1.   Organization and Operations of the Company

     Western Multiplex Corporation (the "Company") was founded in 1979 in
Sunnyvale, California. In 1992, the Company launched the Lynx broadband wireless
access systems, which are primarily used by wireless operators to connect their
base stations to other base stations and to existing wire line networks. In
1999, the Company introduced the Tsunami broadband wireless access systems,
which are primarily used by service providers, businesses and other enterprises
to expand or establish private networks carrying Internet traffic among multiple
facilities.

     The Company was acquired by GTI Acquisition Corporation ("GTI") in 1995, a
wholly-owned subsidiary of Glenayre Technologies Inc. ("Glenayre").

     Effective November 1, 1999, a recapitalization of the Company was executed
that included the following transactions, in accordance with the terms of the
Amended and Restated Acquisition Agreement by and among GTI Acquisition Corp.,
Glenayre, the Company and WMC Holding Corp. dated September 30, 1999 (the
"Agreement"):

     .  The Company borrowed $22.0 million under two term loan arrangements and
        drew down $2.0 million on a $10.0 million revolving credit facility with
        Credit Suisse First Boston.

     .  The Company redeemed 42 million shares of Class B common stock from GTI
        for $21.0 million of the 80 million then outstanding shares.

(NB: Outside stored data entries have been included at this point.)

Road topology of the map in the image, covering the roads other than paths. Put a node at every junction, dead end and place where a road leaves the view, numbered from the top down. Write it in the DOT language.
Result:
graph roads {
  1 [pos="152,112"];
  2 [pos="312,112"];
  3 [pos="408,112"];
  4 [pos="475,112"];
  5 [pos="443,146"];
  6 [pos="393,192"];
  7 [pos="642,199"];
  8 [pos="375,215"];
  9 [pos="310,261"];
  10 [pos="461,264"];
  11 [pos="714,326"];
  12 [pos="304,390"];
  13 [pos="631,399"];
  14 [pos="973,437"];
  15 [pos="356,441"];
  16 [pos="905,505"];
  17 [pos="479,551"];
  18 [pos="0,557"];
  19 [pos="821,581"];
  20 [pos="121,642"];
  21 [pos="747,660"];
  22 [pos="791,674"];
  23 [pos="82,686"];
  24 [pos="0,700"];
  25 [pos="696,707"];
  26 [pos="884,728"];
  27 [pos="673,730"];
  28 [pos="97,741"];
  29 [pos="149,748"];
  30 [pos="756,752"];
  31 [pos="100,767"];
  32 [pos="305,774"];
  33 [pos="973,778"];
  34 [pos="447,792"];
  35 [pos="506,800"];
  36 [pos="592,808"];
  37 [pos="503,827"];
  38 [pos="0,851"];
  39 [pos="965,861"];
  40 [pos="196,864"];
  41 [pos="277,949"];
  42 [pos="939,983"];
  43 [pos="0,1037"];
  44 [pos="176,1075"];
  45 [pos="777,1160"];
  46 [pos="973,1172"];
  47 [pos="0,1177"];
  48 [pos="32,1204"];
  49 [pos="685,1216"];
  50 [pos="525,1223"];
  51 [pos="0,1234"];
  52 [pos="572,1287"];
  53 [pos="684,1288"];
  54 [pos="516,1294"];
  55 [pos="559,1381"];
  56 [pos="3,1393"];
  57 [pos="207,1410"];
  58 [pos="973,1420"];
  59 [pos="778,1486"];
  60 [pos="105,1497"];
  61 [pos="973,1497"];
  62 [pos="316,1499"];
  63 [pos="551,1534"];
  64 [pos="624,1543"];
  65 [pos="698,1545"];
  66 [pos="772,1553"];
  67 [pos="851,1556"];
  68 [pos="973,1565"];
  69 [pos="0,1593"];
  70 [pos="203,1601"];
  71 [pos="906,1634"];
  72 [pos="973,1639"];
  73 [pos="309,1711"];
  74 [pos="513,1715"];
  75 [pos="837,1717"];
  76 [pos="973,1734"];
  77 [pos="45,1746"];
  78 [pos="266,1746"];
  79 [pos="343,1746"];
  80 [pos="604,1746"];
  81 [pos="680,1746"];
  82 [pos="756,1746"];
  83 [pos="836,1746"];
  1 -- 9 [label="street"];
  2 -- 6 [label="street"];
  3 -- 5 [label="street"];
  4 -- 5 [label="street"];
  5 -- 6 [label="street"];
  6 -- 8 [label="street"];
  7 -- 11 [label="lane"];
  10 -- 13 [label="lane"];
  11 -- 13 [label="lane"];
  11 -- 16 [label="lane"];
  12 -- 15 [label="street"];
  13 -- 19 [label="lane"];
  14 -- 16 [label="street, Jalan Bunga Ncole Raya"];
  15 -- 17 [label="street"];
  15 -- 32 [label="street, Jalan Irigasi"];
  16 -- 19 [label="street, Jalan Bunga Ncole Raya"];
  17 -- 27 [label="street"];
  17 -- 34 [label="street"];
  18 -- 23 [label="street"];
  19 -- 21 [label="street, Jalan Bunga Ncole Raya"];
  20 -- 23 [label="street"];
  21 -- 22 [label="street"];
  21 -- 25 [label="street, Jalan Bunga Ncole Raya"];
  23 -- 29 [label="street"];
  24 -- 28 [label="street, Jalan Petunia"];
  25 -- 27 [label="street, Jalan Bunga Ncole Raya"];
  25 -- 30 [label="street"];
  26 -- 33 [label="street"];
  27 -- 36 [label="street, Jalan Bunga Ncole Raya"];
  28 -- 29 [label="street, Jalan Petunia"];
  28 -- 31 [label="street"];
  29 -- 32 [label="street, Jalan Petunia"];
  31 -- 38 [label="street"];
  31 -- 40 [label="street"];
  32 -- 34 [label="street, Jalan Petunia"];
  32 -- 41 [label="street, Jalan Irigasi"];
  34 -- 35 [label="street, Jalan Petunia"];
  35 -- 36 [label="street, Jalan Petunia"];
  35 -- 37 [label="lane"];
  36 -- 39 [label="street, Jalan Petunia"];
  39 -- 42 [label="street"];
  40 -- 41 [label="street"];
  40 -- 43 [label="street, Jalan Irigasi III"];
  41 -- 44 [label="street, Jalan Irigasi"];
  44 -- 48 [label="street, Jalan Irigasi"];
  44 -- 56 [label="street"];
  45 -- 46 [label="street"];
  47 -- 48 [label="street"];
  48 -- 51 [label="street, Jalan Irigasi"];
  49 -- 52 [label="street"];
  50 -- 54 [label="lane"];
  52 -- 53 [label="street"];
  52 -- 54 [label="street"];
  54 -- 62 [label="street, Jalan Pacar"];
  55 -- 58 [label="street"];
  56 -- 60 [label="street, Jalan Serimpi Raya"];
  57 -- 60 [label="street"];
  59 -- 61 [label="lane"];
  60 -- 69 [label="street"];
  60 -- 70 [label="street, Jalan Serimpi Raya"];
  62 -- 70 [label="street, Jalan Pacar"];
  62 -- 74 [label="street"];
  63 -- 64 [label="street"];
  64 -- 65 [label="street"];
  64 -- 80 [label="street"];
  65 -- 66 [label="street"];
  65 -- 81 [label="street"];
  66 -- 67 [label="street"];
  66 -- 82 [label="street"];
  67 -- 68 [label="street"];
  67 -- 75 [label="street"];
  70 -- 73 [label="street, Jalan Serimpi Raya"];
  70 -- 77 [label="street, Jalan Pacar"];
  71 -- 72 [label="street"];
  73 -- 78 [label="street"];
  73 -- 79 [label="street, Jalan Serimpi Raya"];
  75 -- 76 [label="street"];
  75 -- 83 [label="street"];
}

     .  WMC Holding Corp. ("Purchaser") acquired approximately 36 million shares
        of Class B common stock from GTI, or approximately 94.6% of the
        remaining outstanding shares of the Company, for approximately $16.5
        million.

     .  The Company incurred approximately $0.8 million in financing costs that
        were capitalized and $3.1 million in transaction costs related to the
        equity transactions that were classified as recapitalization costs in
        the income statement for 1999.

     On March 24, 2000, the Company acquired Ubiquity Communication, Inc.
("Ubiquity"), located in Petaluma, California. Ubiquity was a development stage
company, which designs and develops point-to-multipoint broadband wireless
systems. The Company issued 692,772 shares of Class A common stock in the
acquisition and reserved 137,727 shares for issuance upon the exercise of the
Ubiquity options assumed. The acquisition was accounted for as a purchase
transaction. The total purchase price was valued at $6.4 million. Purchased
intangibles and goodwill related to the acquisition totaled approximately $6.8
million and is being amortized on a straight-line basis over the estimated
useful life of three years. The Company subsequently granted to certain Ubiquity
employees an additional 350,000 options at an exercise price of $.50 under the
Western Multiplex Corporation 1999 Stock Incentive Plan. Additionally, certain
Ubiquity employees purchased 300,000 shares of WMC Holding Corp.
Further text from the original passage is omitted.